**WHAT YOU HAVE TO DO**
Pull out every line below that holds the word "main".

**DATA FOR REVIEW**
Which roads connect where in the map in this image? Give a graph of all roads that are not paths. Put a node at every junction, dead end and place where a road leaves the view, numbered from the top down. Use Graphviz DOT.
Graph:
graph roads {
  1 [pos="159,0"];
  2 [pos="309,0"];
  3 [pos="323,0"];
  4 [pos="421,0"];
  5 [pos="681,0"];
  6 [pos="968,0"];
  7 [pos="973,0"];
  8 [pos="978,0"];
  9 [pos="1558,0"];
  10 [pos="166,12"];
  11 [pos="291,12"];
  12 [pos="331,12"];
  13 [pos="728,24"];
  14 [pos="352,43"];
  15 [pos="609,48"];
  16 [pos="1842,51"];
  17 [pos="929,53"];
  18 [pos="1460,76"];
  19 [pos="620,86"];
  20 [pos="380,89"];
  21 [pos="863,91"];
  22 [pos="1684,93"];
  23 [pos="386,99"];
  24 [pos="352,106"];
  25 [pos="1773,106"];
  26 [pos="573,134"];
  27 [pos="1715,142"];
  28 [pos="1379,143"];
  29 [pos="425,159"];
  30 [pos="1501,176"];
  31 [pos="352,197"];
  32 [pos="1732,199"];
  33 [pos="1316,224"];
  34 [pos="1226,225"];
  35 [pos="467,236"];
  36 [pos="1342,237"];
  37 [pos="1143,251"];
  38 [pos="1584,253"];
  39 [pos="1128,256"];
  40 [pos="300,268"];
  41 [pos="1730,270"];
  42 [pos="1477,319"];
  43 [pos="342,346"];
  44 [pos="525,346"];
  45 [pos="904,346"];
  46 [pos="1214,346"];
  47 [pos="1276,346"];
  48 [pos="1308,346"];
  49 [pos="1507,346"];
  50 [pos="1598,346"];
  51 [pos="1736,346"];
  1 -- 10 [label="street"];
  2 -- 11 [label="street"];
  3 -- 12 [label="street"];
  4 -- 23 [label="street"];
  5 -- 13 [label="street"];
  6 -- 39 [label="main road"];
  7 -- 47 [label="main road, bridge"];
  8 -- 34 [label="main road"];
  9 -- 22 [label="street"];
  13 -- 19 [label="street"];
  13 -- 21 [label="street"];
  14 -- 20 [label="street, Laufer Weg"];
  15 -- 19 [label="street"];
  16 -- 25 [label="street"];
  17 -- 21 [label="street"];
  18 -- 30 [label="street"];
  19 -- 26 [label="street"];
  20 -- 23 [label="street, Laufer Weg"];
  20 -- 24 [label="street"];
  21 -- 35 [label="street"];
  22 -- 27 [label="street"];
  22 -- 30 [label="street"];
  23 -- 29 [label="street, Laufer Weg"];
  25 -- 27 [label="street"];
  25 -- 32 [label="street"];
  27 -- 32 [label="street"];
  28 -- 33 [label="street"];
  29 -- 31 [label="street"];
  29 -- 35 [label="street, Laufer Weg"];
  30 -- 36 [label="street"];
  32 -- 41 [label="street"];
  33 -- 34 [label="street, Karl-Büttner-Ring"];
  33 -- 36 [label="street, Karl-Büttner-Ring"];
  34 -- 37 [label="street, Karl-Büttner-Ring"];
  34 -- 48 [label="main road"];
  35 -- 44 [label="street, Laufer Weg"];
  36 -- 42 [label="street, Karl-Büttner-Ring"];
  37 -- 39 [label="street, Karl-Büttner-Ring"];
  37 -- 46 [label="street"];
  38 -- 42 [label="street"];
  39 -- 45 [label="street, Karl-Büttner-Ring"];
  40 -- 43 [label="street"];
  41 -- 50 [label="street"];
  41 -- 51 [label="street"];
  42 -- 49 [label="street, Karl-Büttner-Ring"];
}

**SOLUTION TO THE PROBLEM**
  6 -- 39 [label="main road"];
  7 -- 47 [label="main road, bridge"];
  8 -- 34 [label="main road"];
  34 -- 48 [label="main road"];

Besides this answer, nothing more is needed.